In silico induced effect of N-ε-lysine acetylation on microtubule stability and subsequent interaction of microtubule-associated proteins
Cell Biol. Int. 2023, 47 (9), 1547-1557
Plant systems have been considered valuable models for addressing fundamental questions of microtubule (MT) organization due to their considerable practical utility. Protein acetylation is a very common protein modification, and therate of acetylation can be modulated in cells in different biological states, and these changes can be detected at a molecular level. Here, we focused on K40, K112, and K394 residues as putative acetylation sites, which were shown to exist in both plants and mammals. Such residual effect of acetylation causes critical but unclear effect on MT stability.

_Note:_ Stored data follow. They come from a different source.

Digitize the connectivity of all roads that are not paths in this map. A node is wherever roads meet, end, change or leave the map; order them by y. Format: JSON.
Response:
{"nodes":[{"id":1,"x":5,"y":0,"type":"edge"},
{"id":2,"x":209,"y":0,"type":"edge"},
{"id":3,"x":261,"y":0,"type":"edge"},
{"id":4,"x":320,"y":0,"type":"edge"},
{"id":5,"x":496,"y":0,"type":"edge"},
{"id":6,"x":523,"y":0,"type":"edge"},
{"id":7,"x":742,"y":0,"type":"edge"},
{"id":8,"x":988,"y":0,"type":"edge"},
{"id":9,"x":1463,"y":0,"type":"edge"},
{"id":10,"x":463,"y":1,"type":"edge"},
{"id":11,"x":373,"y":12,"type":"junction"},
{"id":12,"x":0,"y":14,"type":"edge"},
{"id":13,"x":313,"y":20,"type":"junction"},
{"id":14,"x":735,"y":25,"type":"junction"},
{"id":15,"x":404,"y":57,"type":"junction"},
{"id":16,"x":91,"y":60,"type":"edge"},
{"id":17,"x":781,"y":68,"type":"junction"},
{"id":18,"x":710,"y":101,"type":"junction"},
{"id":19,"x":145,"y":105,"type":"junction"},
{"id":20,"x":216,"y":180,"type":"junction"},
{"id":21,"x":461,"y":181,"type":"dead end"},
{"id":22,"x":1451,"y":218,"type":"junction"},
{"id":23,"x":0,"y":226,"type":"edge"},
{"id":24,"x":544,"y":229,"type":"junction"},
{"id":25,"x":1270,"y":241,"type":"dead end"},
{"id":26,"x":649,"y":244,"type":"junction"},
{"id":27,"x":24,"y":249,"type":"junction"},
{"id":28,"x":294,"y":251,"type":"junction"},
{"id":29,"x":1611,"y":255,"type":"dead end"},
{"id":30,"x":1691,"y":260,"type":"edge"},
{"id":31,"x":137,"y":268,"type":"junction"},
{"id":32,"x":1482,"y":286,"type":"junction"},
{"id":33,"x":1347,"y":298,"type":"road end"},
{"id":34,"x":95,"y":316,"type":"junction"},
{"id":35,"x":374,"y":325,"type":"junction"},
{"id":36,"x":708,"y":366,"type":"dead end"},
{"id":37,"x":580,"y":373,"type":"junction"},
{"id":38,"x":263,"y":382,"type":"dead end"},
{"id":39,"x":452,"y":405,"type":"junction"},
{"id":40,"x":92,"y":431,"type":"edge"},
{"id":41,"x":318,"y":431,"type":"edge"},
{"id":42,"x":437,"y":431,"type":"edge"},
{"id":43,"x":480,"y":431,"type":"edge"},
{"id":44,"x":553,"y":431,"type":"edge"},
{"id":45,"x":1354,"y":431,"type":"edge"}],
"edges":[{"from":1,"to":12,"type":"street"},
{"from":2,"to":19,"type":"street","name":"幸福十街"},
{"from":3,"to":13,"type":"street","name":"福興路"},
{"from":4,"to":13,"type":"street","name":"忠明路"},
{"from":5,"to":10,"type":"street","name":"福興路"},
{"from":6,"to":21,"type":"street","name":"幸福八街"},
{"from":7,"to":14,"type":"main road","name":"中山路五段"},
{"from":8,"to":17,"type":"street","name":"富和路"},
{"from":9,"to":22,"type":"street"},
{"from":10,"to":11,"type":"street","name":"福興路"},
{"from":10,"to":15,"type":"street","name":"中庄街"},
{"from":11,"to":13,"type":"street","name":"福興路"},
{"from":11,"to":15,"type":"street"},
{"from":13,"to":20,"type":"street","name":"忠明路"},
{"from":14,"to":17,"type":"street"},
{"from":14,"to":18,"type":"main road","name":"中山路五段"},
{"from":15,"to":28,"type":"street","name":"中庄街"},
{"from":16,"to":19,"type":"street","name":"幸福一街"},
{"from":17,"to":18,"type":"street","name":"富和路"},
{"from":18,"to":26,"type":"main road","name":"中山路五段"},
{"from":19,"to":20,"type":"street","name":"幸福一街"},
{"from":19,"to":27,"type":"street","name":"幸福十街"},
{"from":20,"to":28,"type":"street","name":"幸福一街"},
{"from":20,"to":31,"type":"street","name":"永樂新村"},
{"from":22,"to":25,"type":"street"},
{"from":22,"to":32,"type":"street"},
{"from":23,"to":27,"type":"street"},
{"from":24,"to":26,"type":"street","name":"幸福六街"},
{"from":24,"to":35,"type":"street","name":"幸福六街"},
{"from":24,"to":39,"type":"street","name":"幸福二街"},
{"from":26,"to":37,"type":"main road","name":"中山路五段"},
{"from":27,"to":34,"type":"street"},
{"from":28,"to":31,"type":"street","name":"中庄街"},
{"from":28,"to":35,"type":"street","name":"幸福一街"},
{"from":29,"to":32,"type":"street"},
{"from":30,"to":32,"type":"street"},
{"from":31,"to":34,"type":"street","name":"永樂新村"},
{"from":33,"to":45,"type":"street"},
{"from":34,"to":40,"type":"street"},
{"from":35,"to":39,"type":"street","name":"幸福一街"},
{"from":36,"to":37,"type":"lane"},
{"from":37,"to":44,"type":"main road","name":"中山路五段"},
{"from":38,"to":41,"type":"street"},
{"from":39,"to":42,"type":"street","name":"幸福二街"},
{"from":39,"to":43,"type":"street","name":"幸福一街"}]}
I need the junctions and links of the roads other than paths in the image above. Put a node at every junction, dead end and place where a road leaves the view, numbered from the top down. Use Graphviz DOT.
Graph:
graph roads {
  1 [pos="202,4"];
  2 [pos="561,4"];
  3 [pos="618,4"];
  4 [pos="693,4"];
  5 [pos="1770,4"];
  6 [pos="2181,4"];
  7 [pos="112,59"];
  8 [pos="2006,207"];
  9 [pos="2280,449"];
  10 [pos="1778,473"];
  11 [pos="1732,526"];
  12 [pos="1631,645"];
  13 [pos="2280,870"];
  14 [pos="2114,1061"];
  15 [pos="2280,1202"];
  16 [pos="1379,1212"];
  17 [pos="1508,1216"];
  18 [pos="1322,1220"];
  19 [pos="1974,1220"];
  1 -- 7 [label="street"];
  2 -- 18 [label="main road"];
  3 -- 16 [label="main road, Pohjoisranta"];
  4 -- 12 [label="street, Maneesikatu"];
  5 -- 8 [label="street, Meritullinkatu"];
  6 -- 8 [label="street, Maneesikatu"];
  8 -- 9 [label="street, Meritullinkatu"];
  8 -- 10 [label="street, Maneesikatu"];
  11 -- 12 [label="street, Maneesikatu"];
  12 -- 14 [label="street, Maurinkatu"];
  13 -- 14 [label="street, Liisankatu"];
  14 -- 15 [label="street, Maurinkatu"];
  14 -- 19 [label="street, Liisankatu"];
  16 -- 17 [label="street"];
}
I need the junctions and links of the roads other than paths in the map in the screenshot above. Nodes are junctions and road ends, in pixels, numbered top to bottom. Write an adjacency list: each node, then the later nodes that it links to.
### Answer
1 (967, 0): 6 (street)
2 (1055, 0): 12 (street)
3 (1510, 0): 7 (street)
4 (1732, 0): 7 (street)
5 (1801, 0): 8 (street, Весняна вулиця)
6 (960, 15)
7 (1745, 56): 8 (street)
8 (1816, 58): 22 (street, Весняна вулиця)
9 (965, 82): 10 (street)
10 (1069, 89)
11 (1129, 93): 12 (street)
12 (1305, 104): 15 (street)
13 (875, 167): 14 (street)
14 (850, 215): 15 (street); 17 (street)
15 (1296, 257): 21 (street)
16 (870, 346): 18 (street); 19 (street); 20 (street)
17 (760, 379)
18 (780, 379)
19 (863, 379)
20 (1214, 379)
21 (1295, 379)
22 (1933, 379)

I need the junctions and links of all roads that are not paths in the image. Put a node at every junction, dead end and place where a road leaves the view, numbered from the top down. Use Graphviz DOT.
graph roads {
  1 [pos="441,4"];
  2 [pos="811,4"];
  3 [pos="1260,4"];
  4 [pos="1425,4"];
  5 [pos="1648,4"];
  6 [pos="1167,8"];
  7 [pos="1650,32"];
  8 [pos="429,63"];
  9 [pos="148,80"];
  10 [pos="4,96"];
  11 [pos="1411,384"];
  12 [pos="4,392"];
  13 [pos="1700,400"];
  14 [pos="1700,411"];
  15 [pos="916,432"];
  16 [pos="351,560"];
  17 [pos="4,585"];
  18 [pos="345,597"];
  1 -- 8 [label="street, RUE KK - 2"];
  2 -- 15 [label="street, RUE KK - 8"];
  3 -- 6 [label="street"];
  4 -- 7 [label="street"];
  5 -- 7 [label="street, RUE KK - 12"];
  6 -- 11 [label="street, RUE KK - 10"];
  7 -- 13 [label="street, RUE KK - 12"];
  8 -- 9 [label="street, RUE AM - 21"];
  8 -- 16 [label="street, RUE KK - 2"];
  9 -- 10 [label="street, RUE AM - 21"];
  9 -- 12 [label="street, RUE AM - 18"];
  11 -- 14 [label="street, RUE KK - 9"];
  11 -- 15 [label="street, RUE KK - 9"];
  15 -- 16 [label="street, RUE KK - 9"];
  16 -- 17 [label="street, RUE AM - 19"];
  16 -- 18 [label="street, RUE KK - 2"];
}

In turn, it was shown that acetylation indirectly affects the probability of interaction with different MAPs (Microtubule-associated proteins). In a multiscale study using an all-atom force field to reproduce several lattice-forming elements found on the surface the microtubule, we assembled a fragment of a plant microtubule composed of nine tubulins and used it as a model object along with the existing human complex. Triplets of tubulins assembled in a lattice cell were then simulated for both human and plant protein complexes, using a coarse-grained force field. We then analyzed the trajectories and identified some critical deformations of the MAP interaction surface. The initial coordinates were used to investigate the structural scenario in which autophagy-related protein 8 (ATG8) was able to interact with the MT fragment.